Required work — Wherever "dead" shows up in the records below, copy the whole line.

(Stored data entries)

>>

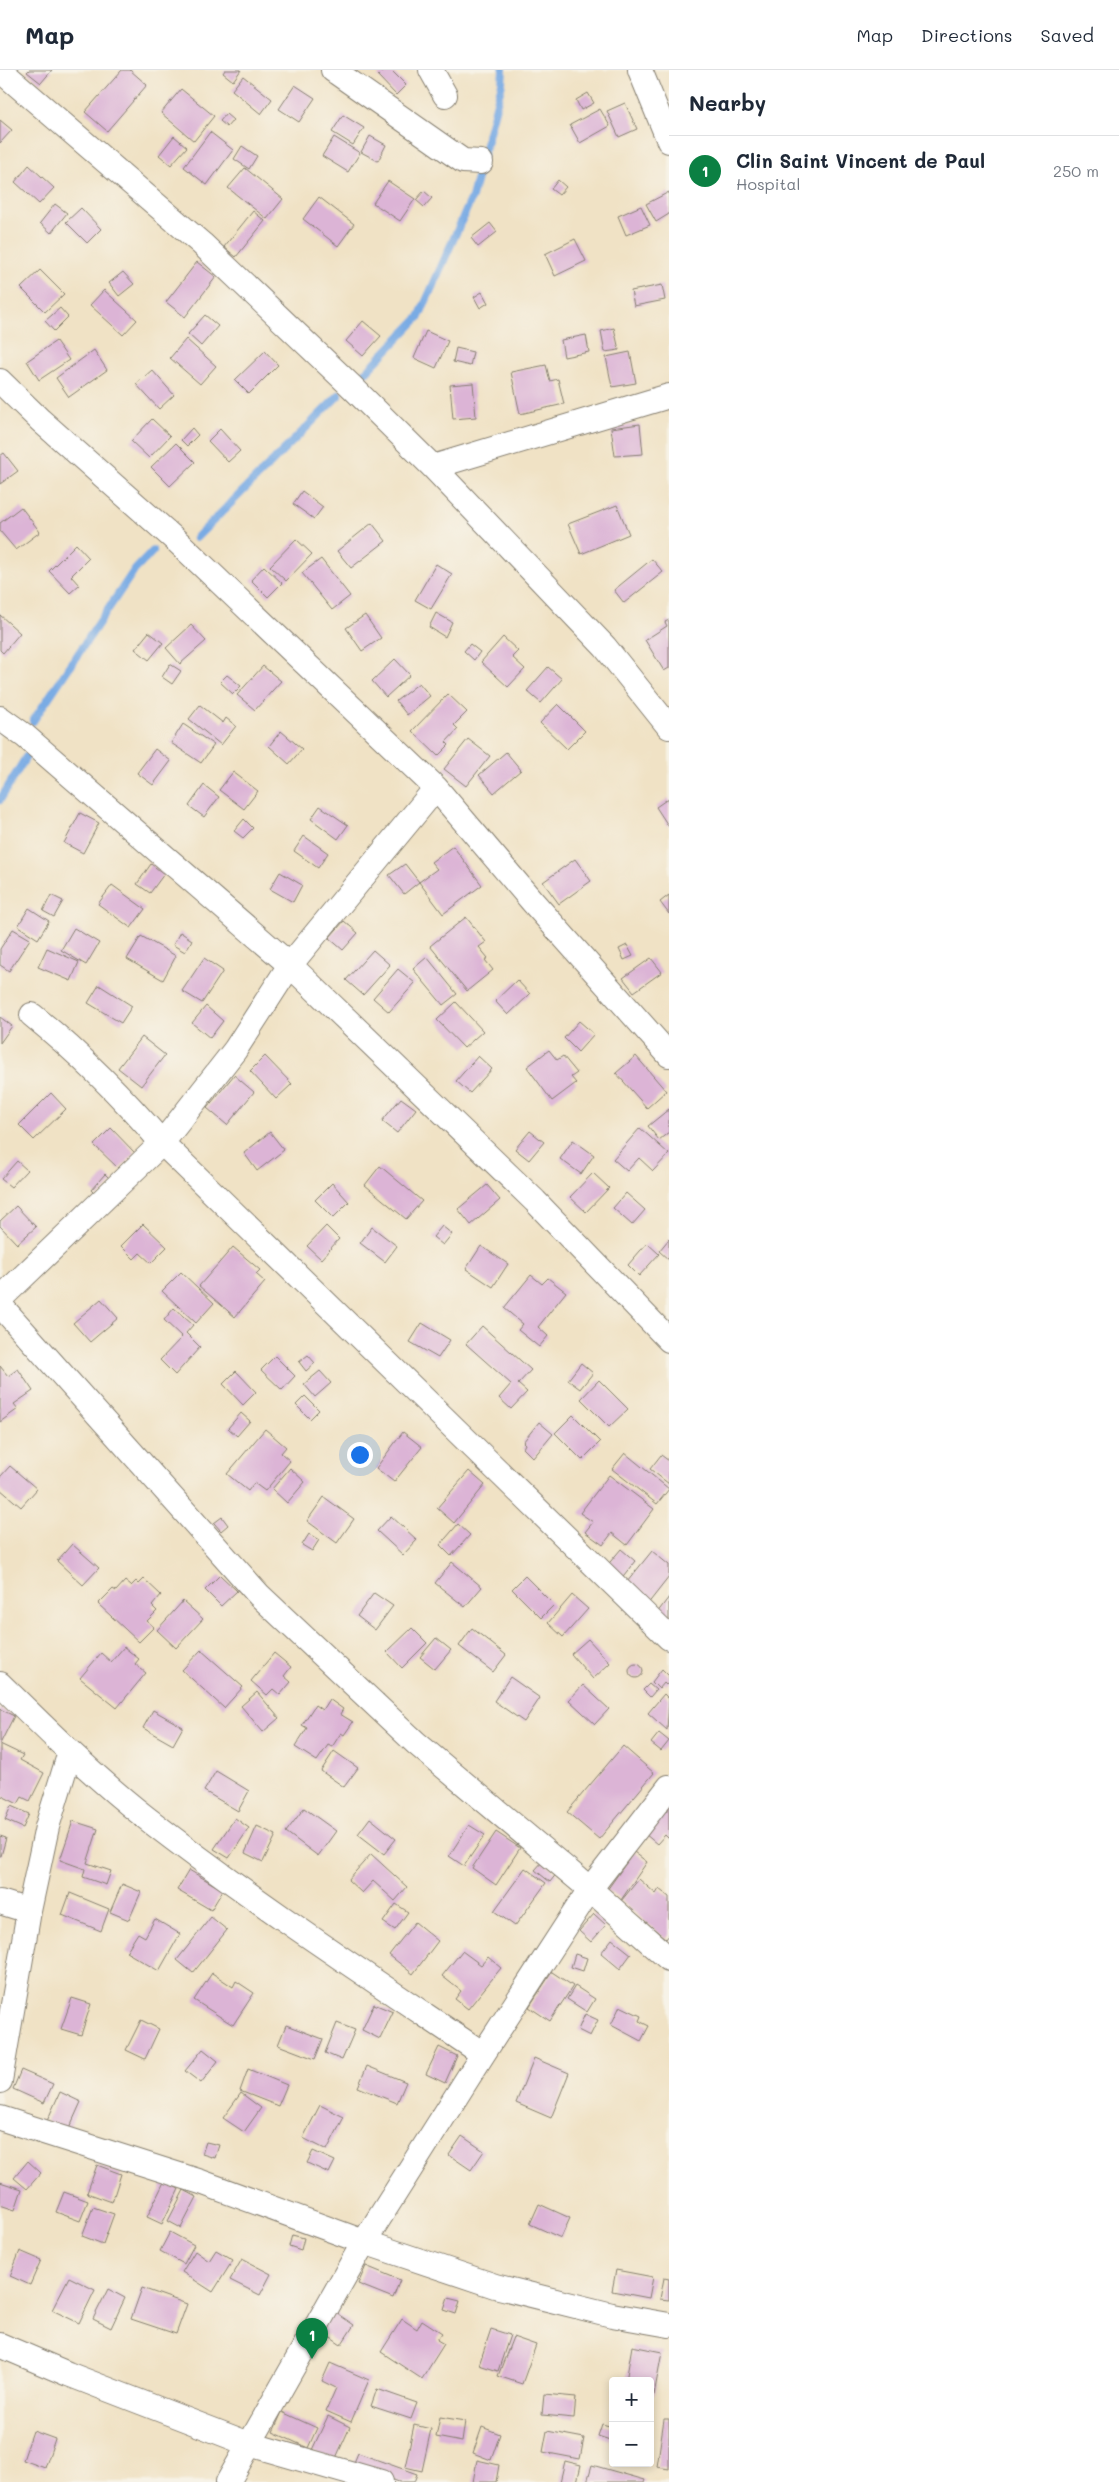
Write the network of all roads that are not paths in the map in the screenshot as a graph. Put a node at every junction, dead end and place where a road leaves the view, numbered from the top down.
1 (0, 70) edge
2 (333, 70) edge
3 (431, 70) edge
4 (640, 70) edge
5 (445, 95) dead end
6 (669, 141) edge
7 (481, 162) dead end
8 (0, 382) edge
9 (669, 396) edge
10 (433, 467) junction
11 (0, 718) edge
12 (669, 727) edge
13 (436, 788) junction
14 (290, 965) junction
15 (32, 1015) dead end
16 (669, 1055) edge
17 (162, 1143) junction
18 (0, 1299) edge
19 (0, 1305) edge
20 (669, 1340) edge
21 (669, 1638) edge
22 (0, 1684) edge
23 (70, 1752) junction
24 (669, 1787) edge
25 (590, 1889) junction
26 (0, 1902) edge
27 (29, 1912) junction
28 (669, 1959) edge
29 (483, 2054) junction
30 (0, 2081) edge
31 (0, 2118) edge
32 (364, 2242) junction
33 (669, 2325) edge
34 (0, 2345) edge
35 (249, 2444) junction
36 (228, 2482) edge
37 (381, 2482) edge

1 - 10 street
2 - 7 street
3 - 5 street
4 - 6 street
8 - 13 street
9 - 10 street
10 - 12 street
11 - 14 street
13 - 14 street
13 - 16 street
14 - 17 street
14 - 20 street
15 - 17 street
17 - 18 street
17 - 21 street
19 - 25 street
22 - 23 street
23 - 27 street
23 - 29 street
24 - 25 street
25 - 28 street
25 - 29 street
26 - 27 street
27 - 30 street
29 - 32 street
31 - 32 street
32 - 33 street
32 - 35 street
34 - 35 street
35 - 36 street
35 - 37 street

<<

Task output —
Write the network of all roads that are not paths in the map in the screenshot as a graph. Put a node at every junction, dead end and place where a road leaves the view, numbered from the top down.
5 (445, 95) dead end
7 (481, 162) dead end
15 (32, 1015) dead end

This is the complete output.